■ Problem
Find how many lines of the listing below include the word "dead", then report the number by itself.

■ Exercise materials
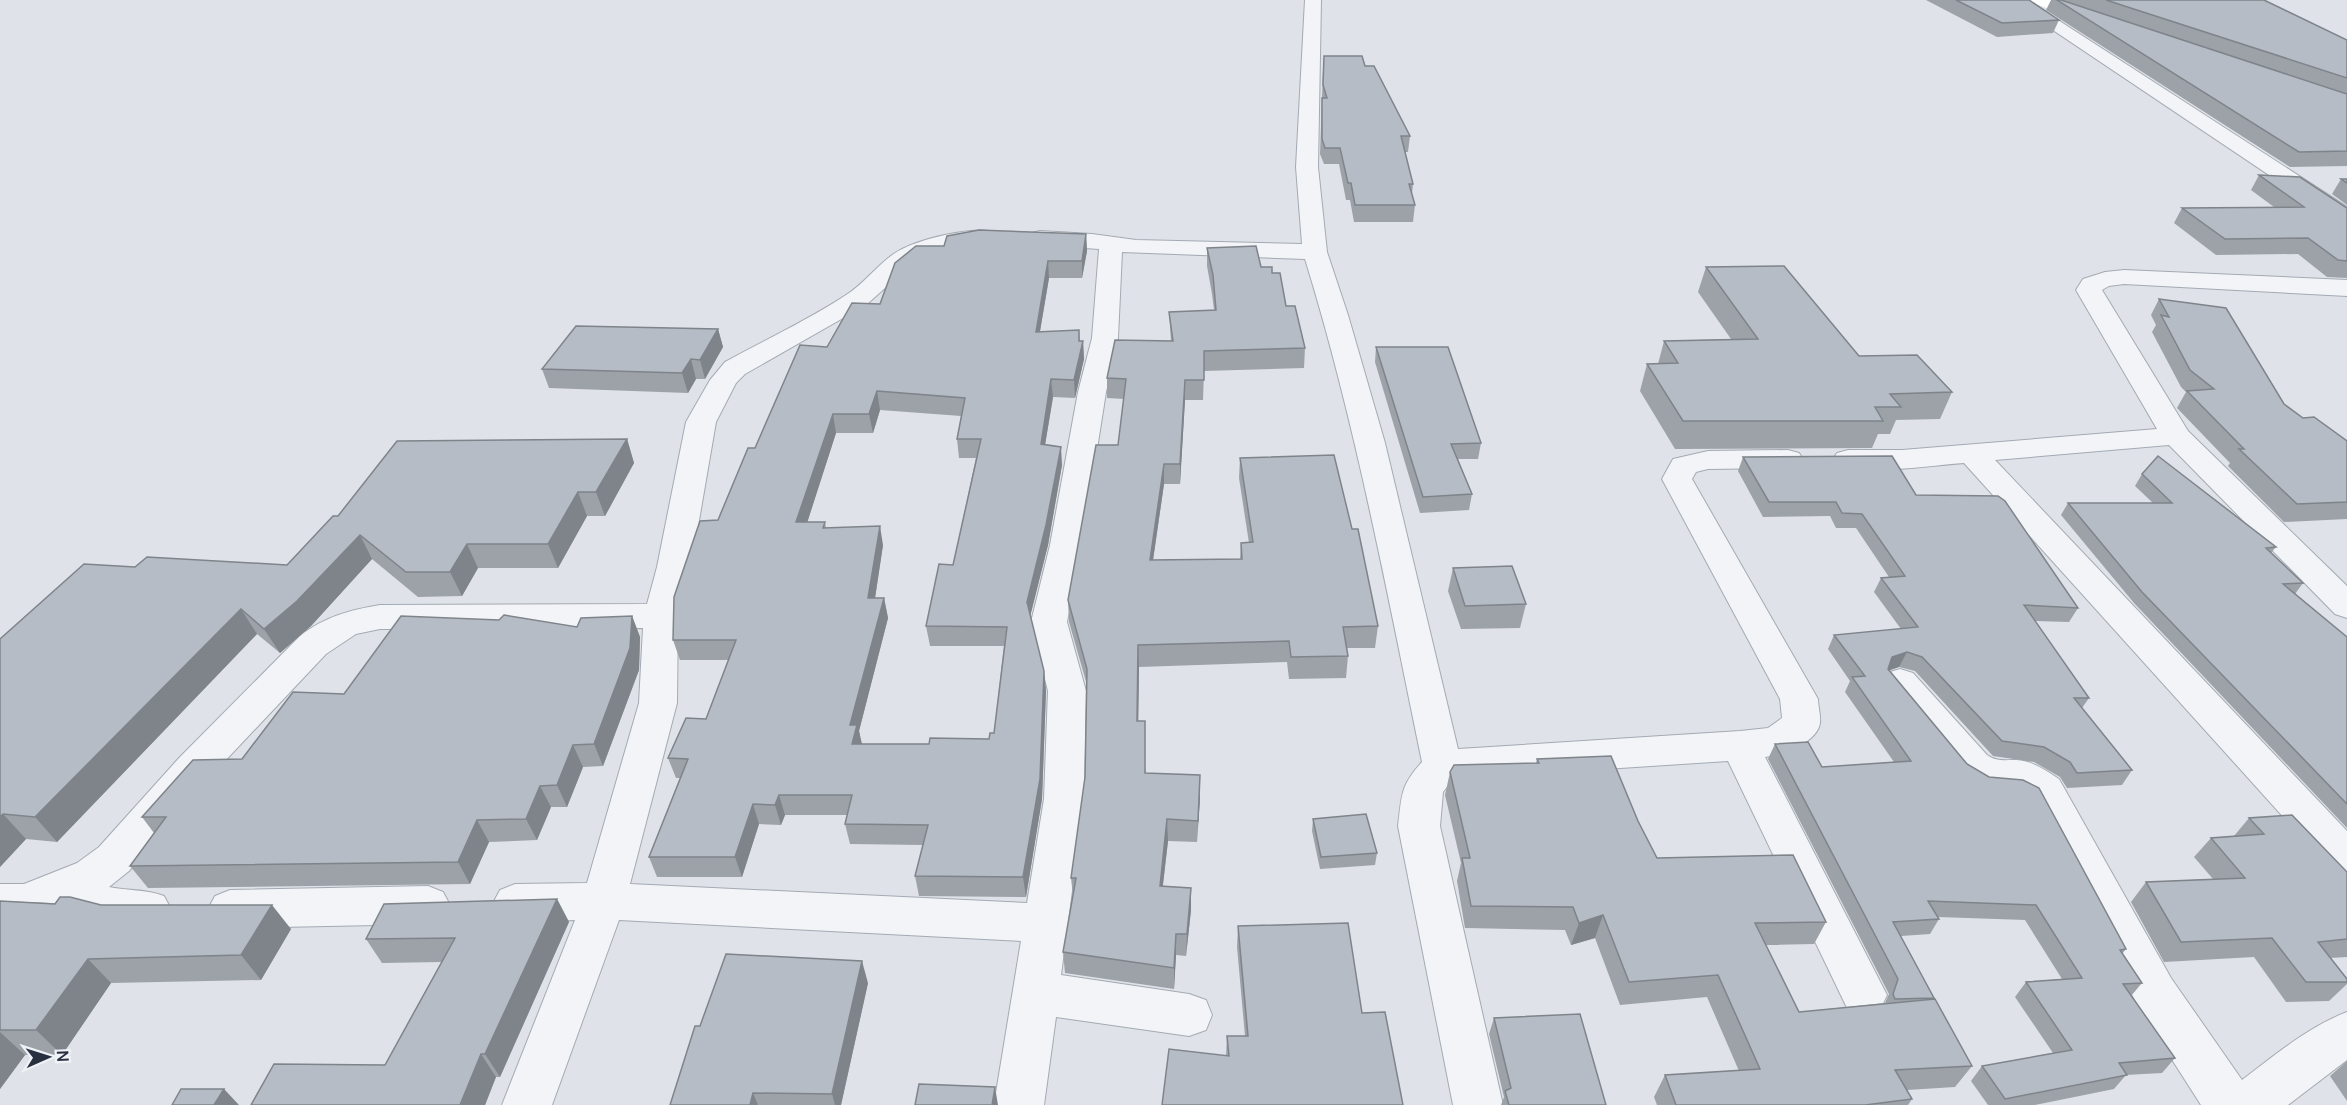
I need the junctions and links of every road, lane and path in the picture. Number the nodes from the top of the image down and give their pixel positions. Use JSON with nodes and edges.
{"nodes":[{"id":1,"x":1312,"y":0,"type":"edge"},
{"id":2,"x":2016,"y":0,"type":"edge"},
{"id":3,"x":2039,"y":0,"type":"edge"},
{"id":4,"x":2105,"y":22,"type":"edge"},
{"id":5,"x":2347,"y":217,"type":"edge"},
{"id":6,"x":1111,"y":244,"type":"junction"},
{"id":7,"x":1315,"y":252,"type":"junction"},
{"id":8,"x":2347,"y":288,"type":"edge"},
{"id":9,"x":2176,"y":436,"type":"junction"},
{"id":10,"x":1971,"y":453,"type":"junction"},
{"id":11,"x":2347,"y":606,"type":"edge"},
{"id":12,"x":661,"y":616,"type":"junction"},
{"id":13,"x":1900,"y":682,"type":"edge"},
{"id":14,"x":1740,"y":746,"type":"junction"},
{"id":15,"x":1442,"y":765,"type":"junction"},
{"id":16,"x":2347,"y":859,"type":"edge"},
{"id":17,"x":75,"y":884,"type":"junction"},
{"id":18,"x":604,"y":901,"type":"junction"},
{"id":19,"x":0,"y":902,"type":"edge"},
{"id":20,"x":1047,"y":923,"type":"junction"},
{"id":21,"x":1037,"y":993,"type":"junction"},
{"id":22,"x":1864,"y":995,"type":"dead end"},
{"id":23,"x":1189,"y":1015,"type":"dead end"},
{"id":24,"x":2347,"y":1034,"type":"edge"},
{"id":25,"x":527,"y":1105,"type":"edge"},
{"id":26,"x":1019,"y":1105,"type":"edge"},
{"id":27,"x":1478,"y":1105,"type":"edge"},
{"id":28,"x":2230,"y":1105,"type":"edge"},
{"id":29,"x":2249,"y":1105,"type":"edge"}],
"edges":[{"from":1,"to":7,"type":"street"},
{"from":2,"to":5,"type":"street"},
{"from":3,"to":4,"type":"main road"},
{"from":6,"to":7,"type":"street"},
{"from":6,"to":12,"type":"street"},
{"from":6,"to":20,"type":"street"},
{"from":7,"to":15,"type":"street"},
{"from":8,"to":9,"type":"street"},
{"from":9,"to":10,"type":"street"},
{"from":9,"to":11,"type":"street"},
{"from":10,"to":14,"type":"street"},
{"from":10,"to":16,"type":"street"},
{"from":12,"to":17,"type":"street"},
{"from":12,"to":18,"type":"street"},
{"from":13,"to":28,"type":"street"},
{"from":14,"to":15,"type":"street"},
{"from":14,"to":22,"type":"street"},
{"from":15,"to":27,"type":"street"},
{"from":17,"to":18,"type":"street"},
{"from":17,"to":19,"type":"street"},
{"from":18,"to":20,"type":"street"},
{"from":18,"to":25,"type":"street"},
{"from":20,"to":21,"type":"street"},
{"from":21,"to":23,"type":"street"},
{"from":21,"to":26,"type":"street"},
{"from":24,"to":29,"type":"street"}]}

■ Answer below
2